● EXERCISE GOAL:
Would you please return every line from the listing that contains the word "roads"?

● PROVIDED DATA:
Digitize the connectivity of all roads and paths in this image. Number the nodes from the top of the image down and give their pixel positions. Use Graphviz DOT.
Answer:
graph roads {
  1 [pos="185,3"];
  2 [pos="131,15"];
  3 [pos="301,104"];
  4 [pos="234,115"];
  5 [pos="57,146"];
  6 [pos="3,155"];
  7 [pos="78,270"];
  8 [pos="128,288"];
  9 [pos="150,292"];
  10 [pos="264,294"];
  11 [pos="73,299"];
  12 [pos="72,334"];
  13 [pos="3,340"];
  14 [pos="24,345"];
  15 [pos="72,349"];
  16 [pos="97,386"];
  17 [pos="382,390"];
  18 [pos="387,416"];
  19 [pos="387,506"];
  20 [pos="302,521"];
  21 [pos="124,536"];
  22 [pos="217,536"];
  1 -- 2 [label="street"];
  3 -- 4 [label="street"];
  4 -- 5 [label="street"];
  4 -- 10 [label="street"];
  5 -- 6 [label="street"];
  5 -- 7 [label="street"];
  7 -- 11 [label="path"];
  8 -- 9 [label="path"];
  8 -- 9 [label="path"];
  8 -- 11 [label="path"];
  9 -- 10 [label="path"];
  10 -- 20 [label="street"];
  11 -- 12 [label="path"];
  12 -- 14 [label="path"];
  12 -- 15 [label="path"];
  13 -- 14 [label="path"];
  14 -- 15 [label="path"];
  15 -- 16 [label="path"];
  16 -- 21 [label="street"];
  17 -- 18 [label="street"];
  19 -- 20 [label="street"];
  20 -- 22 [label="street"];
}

● WRITTEN ANSWER:
Digitize the connectivity of all roads and paths in this image. Number the nodes from the top of the image down and give their pixel positions. Use Graphviz DOT.
graph roads {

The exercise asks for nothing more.